WHAT YOU NEED TO DO
Copy out each line of the entries where the word "adjacency" is present.

EXERCISE DATA
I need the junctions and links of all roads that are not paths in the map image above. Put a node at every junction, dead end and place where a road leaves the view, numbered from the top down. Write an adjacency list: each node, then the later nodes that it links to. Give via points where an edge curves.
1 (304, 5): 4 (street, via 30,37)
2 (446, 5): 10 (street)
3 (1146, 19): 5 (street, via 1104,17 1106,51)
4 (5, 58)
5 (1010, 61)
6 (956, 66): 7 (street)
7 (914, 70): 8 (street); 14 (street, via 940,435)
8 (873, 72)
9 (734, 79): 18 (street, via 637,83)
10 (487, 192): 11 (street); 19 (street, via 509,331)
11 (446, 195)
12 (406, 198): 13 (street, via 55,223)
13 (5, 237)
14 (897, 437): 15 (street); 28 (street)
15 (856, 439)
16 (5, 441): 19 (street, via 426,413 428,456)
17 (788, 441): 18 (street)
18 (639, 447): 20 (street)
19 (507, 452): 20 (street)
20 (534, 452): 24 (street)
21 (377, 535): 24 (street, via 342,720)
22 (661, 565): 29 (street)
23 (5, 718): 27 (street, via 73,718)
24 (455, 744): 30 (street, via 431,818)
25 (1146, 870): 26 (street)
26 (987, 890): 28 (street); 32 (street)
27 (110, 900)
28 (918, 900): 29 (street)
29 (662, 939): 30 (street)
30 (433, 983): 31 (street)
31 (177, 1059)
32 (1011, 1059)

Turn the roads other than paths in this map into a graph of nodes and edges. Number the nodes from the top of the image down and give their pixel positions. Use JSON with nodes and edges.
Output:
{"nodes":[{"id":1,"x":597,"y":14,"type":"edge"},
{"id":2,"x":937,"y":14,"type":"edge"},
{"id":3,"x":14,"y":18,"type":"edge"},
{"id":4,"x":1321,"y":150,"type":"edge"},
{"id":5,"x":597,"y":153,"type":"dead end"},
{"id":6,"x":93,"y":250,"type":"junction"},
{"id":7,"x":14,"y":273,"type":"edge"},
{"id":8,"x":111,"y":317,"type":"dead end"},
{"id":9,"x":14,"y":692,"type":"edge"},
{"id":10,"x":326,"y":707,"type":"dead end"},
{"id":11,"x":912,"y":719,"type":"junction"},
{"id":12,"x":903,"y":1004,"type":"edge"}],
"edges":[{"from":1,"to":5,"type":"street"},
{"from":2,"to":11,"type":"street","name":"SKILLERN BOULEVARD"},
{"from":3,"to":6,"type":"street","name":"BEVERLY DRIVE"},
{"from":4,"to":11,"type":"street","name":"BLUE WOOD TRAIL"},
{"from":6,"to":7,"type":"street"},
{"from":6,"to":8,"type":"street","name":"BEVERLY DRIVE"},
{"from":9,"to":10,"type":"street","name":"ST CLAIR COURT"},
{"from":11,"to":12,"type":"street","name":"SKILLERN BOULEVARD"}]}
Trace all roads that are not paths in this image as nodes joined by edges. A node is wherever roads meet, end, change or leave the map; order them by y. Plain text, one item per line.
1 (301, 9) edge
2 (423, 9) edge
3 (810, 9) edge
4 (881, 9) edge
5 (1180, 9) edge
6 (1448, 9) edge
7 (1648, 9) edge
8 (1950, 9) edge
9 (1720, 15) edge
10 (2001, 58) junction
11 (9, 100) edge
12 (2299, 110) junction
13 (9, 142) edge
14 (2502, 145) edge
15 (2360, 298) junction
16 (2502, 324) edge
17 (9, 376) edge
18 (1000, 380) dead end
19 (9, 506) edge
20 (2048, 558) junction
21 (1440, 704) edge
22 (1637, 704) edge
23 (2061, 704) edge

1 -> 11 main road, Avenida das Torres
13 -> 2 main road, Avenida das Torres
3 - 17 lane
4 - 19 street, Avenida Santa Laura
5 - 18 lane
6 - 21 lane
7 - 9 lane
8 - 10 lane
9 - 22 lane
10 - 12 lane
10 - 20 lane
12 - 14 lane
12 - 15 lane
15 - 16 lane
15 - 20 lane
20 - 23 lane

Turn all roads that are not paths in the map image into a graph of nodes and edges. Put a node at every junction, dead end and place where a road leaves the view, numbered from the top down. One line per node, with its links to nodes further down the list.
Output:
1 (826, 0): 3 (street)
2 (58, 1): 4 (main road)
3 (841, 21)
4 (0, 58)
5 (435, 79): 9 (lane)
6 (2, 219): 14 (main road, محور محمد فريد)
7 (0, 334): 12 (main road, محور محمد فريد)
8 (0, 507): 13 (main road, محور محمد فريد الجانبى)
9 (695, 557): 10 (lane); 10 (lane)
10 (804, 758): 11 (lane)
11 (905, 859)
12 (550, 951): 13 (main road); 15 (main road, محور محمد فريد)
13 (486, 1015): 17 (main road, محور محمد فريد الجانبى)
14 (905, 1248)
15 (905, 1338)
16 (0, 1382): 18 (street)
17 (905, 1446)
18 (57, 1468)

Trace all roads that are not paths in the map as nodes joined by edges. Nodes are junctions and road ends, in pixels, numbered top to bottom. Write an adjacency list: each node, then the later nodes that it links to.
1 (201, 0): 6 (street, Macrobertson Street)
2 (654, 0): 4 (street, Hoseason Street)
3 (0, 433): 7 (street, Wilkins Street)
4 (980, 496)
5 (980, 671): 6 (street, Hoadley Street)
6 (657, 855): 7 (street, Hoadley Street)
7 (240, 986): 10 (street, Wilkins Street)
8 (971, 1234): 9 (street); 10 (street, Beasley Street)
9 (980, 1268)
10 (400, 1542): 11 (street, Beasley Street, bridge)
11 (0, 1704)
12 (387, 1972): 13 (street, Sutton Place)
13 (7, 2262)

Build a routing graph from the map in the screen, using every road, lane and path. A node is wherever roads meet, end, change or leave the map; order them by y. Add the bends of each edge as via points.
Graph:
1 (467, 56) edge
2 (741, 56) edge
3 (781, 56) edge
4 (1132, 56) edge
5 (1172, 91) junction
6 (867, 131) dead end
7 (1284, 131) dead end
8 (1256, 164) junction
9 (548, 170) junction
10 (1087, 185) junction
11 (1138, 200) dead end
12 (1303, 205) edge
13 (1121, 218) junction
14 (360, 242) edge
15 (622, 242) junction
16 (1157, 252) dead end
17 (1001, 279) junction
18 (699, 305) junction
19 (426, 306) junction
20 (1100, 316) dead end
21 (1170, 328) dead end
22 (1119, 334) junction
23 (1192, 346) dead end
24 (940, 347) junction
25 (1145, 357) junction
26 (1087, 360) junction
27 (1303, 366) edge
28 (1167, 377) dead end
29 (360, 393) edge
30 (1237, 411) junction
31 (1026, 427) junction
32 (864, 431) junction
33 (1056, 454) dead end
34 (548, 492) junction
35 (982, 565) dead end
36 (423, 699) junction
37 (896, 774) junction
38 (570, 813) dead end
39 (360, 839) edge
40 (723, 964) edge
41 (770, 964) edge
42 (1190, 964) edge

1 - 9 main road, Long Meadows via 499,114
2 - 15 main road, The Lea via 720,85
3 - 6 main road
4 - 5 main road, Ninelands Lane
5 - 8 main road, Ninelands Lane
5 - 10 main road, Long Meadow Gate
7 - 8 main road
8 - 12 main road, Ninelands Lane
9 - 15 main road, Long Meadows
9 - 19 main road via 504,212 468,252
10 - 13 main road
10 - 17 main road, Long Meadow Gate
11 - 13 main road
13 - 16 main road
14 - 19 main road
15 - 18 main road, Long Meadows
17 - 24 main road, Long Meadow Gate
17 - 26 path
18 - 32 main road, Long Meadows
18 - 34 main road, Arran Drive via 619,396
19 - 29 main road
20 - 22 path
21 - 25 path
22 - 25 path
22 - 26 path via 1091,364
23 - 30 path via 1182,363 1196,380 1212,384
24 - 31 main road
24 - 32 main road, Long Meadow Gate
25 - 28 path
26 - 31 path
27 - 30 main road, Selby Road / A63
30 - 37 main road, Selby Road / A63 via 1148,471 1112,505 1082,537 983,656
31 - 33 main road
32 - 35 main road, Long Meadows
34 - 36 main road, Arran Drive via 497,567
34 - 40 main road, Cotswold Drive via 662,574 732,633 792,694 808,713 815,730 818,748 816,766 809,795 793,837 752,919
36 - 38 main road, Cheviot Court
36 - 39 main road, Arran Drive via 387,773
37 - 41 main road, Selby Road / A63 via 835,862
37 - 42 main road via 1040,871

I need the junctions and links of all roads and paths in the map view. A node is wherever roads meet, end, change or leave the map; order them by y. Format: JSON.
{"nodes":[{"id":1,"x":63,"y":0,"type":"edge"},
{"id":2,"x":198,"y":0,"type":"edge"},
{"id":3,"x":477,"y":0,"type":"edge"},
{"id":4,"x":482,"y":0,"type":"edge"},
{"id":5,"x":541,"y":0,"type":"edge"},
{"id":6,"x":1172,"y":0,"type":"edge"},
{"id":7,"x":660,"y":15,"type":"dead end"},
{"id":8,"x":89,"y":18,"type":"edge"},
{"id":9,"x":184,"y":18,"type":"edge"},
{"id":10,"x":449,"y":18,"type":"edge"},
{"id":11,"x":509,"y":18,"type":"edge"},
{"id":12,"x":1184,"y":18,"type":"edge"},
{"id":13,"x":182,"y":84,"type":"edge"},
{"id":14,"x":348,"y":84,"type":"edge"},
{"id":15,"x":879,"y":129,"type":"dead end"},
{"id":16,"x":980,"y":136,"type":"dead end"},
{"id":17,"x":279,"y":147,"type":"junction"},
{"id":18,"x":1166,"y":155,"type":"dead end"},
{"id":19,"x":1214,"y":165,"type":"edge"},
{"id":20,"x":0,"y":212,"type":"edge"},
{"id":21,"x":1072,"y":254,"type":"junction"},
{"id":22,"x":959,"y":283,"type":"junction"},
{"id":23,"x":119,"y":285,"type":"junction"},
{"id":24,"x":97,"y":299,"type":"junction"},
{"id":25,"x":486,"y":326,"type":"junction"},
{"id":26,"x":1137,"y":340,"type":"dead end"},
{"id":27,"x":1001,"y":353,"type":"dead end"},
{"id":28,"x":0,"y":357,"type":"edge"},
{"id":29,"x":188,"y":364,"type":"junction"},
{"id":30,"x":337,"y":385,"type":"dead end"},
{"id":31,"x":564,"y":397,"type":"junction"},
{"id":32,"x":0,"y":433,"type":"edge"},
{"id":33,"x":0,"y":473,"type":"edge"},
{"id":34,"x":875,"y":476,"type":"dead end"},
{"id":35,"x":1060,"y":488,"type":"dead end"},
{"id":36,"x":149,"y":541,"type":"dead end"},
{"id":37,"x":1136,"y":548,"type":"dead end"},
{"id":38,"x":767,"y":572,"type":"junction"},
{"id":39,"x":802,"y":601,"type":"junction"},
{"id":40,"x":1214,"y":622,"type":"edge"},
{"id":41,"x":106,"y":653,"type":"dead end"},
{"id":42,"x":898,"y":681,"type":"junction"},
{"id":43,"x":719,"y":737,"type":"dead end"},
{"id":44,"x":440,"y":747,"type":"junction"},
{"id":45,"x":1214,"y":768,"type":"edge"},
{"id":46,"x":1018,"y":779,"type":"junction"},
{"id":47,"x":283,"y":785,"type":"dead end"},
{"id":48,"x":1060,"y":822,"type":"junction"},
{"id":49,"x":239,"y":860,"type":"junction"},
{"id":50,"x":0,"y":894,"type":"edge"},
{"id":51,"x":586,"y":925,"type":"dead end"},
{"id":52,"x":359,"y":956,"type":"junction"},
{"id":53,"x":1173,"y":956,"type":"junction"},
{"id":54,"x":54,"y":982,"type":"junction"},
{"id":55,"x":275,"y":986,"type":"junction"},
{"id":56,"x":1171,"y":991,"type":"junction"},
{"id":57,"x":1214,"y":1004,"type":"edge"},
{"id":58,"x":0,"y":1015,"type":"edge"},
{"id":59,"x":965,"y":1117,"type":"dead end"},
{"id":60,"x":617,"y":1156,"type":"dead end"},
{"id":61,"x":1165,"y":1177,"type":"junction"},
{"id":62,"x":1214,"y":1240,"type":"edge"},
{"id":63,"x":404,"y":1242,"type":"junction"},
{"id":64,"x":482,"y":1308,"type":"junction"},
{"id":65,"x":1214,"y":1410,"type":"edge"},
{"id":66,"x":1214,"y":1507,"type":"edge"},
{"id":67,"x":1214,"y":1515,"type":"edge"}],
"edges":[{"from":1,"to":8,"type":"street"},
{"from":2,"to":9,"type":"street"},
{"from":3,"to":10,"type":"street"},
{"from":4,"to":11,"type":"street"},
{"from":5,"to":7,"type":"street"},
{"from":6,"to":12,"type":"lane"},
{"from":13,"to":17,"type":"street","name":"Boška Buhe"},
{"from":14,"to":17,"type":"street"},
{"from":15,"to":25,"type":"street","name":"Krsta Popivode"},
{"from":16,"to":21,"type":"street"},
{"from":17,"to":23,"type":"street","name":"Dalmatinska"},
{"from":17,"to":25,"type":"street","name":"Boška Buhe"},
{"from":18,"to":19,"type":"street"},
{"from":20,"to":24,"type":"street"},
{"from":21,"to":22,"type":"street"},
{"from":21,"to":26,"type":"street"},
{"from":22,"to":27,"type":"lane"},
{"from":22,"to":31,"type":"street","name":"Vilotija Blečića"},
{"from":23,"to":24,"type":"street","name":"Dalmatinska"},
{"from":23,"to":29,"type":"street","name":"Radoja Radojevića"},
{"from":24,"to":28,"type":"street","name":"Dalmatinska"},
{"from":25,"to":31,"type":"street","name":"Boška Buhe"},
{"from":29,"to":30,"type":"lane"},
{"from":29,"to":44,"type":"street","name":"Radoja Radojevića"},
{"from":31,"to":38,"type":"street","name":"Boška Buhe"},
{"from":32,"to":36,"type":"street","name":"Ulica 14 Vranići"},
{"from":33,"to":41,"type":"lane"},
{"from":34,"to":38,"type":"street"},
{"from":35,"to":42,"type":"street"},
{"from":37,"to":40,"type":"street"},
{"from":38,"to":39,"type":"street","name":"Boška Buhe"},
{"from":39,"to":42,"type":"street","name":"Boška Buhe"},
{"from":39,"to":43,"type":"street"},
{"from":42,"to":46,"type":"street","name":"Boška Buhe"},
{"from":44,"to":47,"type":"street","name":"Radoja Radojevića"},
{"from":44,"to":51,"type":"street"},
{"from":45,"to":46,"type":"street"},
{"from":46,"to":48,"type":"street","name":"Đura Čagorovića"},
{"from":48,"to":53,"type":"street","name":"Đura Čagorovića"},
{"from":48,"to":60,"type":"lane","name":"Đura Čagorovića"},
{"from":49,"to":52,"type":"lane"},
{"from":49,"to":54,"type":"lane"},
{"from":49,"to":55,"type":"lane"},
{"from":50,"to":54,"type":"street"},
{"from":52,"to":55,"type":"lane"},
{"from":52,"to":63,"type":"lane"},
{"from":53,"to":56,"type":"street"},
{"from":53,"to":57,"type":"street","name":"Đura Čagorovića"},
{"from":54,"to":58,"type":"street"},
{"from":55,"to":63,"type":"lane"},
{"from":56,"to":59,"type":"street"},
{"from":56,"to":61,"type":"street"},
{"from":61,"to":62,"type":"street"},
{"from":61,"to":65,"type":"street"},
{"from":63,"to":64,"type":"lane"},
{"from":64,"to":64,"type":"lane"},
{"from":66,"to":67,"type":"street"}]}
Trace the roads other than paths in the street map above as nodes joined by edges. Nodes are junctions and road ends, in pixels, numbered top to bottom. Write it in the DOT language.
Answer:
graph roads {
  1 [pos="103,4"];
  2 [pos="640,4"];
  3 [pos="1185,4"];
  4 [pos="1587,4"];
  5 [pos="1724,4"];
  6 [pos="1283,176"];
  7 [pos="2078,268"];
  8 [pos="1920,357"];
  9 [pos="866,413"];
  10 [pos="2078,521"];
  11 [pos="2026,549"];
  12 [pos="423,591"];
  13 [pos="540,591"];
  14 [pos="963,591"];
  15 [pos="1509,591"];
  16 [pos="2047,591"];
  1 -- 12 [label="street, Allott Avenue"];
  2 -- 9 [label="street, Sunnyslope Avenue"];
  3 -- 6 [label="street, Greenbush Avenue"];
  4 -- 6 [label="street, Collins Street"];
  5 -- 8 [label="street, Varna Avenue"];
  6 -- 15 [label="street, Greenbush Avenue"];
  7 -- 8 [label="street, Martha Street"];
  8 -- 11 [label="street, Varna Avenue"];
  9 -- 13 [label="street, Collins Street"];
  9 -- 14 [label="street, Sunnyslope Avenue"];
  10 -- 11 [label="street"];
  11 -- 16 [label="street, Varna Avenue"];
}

EXPECTED OUTPUT
I need the junctions and links of all roads that are not paths in the map image above. Put a node at every junction, dead end and place where a road leaves the view, numbered from the top down. Write an adjacency list: each node, then the later nodes that it links to. Give via points where an edge curves.
Trace all roads that are not paths in the map as nodes joined by edges. Nodes are junctions and road ends, in pixels, numbered top to bottom. Write an adjacency list: each node, then the later nodes that it links to.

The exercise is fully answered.